* Task brief
The response must contain each line of the material that holds "Tercera".

-- Opening Marker --

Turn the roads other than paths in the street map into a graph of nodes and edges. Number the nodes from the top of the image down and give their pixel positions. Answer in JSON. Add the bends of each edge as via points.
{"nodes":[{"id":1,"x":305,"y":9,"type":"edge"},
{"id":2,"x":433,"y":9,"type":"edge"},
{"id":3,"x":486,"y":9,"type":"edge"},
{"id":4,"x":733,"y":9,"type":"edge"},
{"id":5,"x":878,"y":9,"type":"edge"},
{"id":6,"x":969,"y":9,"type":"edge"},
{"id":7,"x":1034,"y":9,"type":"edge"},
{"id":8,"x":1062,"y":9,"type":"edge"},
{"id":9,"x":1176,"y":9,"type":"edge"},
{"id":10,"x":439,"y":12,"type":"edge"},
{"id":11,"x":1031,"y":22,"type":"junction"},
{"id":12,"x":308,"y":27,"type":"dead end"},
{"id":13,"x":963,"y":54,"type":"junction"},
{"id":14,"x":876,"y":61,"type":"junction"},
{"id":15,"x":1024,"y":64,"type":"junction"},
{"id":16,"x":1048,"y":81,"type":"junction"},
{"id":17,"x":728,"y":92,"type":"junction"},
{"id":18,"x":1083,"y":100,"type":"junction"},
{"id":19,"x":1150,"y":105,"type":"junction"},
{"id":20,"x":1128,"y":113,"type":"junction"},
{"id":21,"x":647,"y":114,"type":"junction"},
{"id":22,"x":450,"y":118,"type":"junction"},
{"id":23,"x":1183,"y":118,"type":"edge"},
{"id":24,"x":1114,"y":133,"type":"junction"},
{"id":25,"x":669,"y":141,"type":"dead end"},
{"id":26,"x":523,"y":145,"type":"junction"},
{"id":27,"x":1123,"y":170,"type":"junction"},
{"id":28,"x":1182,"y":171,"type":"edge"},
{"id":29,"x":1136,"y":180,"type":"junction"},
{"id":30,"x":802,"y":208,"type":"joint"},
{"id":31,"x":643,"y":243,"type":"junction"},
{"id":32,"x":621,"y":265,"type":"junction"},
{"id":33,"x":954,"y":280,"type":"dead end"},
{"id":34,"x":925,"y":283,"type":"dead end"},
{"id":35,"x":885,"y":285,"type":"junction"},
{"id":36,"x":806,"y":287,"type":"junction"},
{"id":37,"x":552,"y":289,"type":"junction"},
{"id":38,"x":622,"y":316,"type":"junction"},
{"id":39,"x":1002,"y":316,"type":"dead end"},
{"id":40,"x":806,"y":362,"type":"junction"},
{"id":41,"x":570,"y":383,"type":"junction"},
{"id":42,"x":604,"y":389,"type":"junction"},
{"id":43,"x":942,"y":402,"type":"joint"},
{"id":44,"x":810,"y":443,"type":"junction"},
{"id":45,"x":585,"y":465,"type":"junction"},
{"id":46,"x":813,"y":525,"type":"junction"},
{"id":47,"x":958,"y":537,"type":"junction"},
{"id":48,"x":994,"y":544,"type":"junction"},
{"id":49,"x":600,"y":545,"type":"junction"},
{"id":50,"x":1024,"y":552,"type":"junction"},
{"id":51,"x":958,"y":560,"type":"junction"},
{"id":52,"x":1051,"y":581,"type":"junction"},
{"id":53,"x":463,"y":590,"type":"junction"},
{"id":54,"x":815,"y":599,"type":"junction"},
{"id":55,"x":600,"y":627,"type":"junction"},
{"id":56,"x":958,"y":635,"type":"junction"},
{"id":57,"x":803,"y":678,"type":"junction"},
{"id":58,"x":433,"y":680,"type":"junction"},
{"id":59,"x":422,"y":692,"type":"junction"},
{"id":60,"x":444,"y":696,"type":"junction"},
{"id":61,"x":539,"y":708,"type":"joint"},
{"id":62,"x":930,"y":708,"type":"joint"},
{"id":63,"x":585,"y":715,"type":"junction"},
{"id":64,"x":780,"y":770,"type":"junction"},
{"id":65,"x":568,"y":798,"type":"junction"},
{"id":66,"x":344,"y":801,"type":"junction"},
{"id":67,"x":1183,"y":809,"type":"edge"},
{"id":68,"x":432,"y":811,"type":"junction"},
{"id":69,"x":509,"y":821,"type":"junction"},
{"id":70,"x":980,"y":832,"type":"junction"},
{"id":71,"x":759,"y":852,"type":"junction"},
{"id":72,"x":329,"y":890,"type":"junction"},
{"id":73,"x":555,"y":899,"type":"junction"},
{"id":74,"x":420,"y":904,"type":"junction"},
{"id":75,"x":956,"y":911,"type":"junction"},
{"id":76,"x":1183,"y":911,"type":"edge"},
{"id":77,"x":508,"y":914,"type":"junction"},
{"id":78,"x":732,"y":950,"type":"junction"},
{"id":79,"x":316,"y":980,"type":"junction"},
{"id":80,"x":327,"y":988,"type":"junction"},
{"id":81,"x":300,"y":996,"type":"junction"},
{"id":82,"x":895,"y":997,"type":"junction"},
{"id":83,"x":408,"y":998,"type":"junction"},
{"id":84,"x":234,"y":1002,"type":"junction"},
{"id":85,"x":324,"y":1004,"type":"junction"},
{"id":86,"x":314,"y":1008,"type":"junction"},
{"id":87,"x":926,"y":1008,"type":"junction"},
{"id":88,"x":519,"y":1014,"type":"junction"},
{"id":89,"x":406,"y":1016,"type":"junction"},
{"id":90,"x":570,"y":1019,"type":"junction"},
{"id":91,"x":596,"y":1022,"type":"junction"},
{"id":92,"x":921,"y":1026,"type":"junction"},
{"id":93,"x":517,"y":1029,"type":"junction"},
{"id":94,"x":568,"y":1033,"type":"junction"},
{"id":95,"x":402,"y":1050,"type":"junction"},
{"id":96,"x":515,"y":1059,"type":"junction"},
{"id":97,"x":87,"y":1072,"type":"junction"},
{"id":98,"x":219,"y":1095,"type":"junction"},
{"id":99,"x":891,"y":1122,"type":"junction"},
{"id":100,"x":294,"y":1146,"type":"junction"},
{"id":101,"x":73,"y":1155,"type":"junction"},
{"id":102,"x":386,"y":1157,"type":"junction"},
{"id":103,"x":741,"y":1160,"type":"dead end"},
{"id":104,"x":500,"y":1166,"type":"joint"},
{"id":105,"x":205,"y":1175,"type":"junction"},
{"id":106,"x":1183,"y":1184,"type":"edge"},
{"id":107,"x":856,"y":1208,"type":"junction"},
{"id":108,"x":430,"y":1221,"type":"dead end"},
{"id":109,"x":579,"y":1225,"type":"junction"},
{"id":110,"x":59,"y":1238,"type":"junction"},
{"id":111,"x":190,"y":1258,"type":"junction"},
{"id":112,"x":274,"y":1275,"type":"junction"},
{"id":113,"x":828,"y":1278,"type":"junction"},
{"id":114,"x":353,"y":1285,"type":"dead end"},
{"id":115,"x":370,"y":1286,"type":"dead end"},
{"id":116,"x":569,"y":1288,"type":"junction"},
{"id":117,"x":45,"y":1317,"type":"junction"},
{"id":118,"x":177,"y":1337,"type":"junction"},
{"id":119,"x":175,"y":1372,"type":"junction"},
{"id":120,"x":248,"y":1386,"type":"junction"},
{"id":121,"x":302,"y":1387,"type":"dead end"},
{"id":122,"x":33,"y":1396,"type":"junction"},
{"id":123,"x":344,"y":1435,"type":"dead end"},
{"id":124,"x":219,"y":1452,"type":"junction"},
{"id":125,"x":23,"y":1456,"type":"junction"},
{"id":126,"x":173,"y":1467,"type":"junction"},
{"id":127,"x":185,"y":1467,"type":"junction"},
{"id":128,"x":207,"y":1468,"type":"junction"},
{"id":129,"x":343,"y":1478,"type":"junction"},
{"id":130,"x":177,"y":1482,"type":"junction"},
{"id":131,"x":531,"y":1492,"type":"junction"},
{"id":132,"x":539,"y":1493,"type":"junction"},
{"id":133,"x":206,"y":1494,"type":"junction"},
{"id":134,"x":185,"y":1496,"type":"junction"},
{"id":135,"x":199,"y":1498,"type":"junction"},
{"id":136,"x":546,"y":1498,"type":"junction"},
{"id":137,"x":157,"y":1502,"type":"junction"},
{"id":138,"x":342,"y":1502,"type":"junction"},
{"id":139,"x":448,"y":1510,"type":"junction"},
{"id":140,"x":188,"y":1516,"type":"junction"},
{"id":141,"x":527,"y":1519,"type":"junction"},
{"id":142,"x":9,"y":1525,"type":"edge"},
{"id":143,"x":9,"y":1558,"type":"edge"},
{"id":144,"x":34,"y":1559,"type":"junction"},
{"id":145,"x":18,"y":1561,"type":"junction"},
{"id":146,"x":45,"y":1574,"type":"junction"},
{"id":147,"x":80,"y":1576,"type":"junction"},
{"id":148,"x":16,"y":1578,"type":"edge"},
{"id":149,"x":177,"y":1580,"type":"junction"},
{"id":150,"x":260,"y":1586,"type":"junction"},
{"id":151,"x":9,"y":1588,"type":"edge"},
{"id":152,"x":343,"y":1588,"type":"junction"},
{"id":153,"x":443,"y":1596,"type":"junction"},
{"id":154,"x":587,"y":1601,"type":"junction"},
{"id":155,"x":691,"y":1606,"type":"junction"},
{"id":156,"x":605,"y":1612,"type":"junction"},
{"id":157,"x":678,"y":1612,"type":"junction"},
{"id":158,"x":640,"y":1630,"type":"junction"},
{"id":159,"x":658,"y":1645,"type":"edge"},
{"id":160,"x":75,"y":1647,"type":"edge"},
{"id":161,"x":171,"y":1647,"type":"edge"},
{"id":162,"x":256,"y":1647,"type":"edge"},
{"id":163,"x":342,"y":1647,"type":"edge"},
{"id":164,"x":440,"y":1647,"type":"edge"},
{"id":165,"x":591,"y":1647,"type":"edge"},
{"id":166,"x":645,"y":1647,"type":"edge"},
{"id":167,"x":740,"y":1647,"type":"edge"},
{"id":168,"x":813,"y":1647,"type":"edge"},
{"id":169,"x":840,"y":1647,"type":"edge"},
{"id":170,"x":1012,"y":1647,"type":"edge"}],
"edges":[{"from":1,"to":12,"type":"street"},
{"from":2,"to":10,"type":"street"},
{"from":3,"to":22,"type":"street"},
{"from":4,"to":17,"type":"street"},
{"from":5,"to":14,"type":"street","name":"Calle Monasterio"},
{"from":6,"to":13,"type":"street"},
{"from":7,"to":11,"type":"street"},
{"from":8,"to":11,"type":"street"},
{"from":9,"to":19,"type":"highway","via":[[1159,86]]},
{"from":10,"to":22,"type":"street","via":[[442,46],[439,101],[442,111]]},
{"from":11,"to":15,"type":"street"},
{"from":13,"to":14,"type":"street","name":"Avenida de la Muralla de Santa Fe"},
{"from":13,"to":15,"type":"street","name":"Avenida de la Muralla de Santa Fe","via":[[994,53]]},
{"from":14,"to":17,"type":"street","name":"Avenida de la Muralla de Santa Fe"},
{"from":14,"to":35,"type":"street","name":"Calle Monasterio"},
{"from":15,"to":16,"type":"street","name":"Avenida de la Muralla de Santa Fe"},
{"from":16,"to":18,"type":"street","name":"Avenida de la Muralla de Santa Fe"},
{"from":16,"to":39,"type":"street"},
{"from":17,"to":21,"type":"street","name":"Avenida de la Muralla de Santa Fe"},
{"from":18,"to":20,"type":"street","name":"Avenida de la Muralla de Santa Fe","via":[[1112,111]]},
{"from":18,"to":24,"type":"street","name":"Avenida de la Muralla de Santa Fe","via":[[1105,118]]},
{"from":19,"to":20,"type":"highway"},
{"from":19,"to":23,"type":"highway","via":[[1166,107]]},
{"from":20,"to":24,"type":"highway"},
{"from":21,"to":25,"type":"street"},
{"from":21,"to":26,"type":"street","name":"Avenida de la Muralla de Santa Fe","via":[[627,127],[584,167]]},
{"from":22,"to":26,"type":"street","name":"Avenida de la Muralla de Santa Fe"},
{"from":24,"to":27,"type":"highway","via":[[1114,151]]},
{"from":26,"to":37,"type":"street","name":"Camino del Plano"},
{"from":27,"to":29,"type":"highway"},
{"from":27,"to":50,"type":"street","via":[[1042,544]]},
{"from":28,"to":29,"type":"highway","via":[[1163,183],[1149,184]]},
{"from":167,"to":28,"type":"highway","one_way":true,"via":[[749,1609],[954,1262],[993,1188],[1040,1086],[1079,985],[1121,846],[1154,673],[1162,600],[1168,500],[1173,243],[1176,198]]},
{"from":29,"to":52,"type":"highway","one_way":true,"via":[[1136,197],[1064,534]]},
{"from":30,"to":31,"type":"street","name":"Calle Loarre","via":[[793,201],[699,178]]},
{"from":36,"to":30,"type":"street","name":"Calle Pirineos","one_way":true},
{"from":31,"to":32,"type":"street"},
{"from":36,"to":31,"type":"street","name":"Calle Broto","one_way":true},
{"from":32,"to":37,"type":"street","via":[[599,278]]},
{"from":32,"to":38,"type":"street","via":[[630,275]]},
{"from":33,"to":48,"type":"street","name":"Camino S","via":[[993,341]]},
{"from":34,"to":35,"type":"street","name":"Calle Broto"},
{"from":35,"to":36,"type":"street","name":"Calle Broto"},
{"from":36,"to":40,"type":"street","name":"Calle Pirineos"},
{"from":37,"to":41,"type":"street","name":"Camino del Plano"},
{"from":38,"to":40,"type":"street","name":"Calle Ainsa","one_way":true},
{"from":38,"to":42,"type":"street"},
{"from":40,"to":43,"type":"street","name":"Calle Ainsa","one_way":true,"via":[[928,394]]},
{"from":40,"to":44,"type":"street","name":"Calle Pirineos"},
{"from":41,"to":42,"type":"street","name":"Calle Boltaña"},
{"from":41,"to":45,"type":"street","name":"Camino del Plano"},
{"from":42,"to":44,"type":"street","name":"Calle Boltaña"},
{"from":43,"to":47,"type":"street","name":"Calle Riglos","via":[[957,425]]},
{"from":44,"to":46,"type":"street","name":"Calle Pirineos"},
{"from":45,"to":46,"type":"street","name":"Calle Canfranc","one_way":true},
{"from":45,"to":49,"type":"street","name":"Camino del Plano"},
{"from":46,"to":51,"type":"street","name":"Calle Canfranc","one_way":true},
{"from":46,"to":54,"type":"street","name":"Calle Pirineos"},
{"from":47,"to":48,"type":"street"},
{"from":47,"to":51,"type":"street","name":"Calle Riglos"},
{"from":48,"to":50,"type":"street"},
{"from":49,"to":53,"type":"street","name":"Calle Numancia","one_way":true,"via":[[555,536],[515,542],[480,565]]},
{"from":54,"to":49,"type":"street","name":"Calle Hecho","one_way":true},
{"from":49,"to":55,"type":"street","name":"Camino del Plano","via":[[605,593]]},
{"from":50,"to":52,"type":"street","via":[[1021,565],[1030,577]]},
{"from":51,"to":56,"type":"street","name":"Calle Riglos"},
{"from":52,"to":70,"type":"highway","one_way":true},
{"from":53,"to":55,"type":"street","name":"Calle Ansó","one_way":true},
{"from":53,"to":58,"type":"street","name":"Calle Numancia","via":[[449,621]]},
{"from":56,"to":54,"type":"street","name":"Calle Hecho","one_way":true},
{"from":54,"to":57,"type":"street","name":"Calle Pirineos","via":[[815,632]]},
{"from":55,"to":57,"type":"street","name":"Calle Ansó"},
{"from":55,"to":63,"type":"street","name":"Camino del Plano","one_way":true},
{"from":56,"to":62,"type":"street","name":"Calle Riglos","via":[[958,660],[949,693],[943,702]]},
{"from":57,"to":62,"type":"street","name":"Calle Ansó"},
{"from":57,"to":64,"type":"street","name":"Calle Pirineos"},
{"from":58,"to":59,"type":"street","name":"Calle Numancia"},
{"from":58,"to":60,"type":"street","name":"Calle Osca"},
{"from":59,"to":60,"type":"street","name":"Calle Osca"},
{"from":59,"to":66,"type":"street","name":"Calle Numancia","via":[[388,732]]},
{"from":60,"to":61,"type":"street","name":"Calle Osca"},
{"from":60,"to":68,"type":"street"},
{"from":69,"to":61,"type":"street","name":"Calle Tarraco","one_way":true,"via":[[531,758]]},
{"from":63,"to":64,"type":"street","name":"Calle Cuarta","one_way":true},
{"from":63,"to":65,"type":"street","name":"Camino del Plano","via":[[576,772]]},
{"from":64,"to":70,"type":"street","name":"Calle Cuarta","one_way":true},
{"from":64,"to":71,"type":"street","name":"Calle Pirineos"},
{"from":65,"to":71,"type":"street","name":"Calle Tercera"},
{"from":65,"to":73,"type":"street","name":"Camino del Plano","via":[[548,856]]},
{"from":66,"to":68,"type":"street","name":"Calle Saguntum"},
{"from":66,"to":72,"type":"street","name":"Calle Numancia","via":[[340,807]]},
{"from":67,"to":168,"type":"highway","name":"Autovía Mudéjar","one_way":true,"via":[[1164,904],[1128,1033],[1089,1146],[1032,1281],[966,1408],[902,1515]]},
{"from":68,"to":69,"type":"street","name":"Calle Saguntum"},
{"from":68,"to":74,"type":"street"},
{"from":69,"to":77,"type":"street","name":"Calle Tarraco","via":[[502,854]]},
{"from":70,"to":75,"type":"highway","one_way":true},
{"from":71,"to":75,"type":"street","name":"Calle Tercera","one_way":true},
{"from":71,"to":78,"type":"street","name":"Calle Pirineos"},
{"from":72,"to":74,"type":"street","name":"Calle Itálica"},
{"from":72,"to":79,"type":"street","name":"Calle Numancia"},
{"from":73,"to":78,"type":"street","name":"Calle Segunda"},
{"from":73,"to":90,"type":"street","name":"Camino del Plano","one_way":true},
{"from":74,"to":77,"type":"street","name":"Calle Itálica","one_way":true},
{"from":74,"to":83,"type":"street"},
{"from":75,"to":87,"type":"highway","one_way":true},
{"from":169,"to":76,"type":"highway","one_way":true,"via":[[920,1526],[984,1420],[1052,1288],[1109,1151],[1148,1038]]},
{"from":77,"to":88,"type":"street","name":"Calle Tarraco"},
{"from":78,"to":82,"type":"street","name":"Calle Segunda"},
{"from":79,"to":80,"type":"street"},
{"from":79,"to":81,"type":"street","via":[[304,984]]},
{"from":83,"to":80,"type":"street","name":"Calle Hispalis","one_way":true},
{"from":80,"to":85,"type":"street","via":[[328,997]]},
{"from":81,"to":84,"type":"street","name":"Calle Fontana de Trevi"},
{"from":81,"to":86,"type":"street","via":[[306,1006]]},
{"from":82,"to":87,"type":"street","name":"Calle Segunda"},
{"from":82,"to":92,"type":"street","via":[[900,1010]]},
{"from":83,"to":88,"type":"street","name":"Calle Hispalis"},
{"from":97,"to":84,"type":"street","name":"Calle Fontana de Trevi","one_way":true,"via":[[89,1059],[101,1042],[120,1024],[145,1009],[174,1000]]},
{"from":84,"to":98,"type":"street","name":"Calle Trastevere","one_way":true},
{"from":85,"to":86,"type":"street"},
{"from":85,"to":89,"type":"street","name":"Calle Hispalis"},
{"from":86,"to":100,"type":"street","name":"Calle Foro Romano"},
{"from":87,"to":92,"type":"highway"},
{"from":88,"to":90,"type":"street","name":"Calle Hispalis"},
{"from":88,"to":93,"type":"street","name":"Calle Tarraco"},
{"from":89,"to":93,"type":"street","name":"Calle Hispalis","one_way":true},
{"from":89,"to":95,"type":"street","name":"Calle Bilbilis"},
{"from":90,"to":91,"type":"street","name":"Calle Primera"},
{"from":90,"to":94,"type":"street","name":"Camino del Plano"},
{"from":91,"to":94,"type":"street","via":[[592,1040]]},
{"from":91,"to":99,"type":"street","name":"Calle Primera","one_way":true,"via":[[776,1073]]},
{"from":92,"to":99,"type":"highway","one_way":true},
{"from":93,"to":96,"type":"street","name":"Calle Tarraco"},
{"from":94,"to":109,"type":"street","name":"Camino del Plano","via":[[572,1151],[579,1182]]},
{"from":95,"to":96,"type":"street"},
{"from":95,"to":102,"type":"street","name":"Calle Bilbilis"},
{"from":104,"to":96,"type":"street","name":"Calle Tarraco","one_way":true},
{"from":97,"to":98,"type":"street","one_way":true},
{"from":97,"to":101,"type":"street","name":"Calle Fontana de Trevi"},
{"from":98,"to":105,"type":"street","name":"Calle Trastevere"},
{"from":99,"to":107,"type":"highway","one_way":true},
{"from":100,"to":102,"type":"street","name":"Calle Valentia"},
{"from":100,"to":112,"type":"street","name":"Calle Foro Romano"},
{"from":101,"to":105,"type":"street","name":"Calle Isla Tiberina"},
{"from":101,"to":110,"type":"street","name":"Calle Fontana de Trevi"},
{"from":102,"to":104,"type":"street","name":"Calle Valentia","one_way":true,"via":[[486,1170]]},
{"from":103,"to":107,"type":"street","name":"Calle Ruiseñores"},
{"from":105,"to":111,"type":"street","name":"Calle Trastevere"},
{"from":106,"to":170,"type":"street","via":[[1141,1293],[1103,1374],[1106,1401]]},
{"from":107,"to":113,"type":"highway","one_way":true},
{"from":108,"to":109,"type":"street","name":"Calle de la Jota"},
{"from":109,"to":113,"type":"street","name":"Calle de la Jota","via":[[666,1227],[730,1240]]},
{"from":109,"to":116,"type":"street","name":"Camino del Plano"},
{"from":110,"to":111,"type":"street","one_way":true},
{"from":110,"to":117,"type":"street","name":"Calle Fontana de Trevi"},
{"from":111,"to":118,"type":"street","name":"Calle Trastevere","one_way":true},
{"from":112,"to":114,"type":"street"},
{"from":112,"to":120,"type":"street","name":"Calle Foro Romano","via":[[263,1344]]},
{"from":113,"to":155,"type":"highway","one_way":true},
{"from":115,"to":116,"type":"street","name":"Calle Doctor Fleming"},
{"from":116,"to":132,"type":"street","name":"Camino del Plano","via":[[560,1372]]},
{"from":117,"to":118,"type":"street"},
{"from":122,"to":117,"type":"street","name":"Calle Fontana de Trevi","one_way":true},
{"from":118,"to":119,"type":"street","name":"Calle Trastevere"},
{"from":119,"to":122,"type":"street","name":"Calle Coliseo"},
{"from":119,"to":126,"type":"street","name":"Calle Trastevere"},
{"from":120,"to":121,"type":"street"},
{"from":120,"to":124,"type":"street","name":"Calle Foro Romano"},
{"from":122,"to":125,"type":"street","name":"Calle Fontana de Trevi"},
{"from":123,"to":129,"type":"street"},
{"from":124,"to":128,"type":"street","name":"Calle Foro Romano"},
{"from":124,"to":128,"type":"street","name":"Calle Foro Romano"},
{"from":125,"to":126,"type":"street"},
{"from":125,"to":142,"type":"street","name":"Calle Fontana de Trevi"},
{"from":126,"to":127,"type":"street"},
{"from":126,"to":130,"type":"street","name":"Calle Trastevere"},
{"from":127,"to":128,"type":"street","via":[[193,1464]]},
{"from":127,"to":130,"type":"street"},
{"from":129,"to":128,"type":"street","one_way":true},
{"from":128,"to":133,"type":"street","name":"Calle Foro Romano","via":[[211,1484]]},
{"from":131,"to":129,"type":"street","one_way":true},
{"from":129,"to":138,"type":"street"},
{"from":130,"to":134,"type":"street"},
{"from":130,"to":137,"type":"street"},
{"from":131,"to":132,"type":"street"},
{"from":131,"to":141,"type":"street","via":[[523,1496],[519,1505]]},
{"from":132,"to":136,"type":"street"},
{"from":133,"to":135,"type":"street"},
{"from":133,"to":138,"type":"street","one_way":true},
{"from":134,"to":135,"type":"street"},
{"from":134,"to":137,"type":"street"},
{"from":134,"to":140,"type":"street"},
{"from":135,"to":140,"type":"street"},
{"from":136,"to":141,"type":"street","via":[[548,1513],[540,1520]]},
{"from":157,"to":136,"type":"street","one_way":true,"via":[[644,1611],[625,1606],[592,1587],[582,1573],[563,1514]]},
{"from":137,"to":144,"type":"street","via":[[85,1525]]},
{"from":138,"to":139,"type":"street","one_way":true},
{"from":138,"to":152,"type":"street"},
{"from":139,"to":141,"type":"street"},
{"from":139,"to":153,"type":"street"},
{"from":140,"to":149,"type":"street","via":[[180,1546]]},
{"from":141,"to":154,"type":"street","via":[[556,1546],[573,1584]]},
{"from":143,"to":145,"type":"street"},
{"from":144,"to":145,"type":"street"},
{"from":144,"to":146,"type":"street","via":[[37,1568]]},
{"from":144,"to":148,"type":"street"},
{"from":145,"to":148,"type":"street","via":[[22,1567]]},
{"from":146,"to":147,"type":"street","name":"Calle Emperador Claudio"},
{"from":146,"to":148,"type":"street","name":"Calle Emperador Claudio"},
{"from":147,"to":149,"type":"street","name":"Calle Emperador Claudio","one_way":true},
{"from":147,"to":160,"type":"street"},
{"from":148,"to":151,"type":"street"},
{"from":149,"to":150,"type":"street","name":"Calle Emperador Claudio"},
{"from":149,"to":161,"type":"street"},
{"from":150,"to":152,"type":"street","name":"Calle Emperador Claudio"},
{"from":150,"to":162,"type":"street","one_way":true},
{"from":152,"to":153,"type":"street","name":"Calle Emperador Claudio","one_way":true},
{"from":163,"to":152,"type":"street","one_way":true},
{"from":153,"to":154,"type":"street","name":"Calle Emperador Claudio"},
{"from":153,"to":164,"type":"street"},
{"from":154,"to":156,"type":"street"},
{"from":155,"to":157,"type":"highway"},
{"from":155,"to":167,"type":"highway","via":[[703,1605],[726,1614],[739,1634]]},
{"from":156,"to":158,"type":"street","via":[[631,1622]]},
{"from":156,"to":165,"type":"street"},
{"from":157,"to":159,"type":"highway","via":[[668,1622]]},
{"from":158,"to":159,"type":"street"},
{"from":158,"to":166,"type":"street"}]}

-- Closing Marker --

* Output of the task
{"from":65,"to":71,"type":"street","name":"Calle Tercera"},
{"from":71,"to":75,"type":"street","name":"Calle Tercera","one_way":true},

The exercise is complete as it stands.